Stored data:

*** Block opens ***

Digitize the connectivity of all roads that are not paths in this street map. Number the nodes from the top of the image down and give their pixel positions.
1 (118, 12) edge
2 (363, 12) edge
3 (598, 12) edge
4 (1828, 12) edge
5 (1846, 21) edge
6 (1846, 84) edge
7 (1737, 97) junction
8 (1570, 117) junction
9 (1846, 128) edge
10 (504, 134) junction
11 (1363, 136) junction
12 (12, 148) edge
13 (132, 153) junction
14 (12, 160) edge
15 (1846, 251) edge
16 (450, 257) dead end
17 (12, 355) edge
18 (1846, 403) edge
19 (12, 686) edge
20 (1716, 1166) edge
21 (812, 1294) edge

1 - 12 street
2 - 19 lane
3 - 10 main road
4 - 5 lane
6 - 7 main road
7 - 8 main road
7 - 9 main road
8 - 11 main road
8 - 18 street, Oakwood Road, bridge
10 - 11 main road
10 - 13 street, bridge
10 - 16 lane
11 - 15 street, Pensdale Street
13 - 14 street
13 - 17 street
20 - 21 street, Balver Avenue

*** Block closes ***

• _Work instructions_: Your answer should consist of every entry, repeated exactly.

• _Output of the task_:
Digitize the connectivity of all roads that are not paths in this street map. Number the nodes from the top of the image down and give their pixel positions.
1 (118, 12) edge
2 (363, 12) edge
3 (598, 12) edge
4 (1828, 12) edge
5 (1846, 21) edge
6 (1846, 84) edge
7 (1737, 97) junction
8 (1570, 117) junction
9 (1846, 128) edge
10 (504, 134) junction
11 (1363, 136) junction
12 (12, 148) edge
13 (132, 153) junction
14 (12, 160) edge
15 (1846, 251) edge
16 (450, 257) dead end
17 (12, 355) edge
18 (1846, 403) edge
19 (12, 686) edge
20 (1716, 1166) edge
21 (812, 1294) edge

1 - 12 street
2 - 19 lane
3 - 10 main road
4 - 5 lane
6 - 7 main road
7 - 8 main road
7 - 9 main road
8 - 11 main road
8 - 18 street, Oakwood Road, bridge
10 - 11 main road
10 - 13 street, bridge
10 - 16 lane
11 - 15 street, Pensdale Street
13 - 14 street
13 - 17 street
20 - 21 street, Balver Avenue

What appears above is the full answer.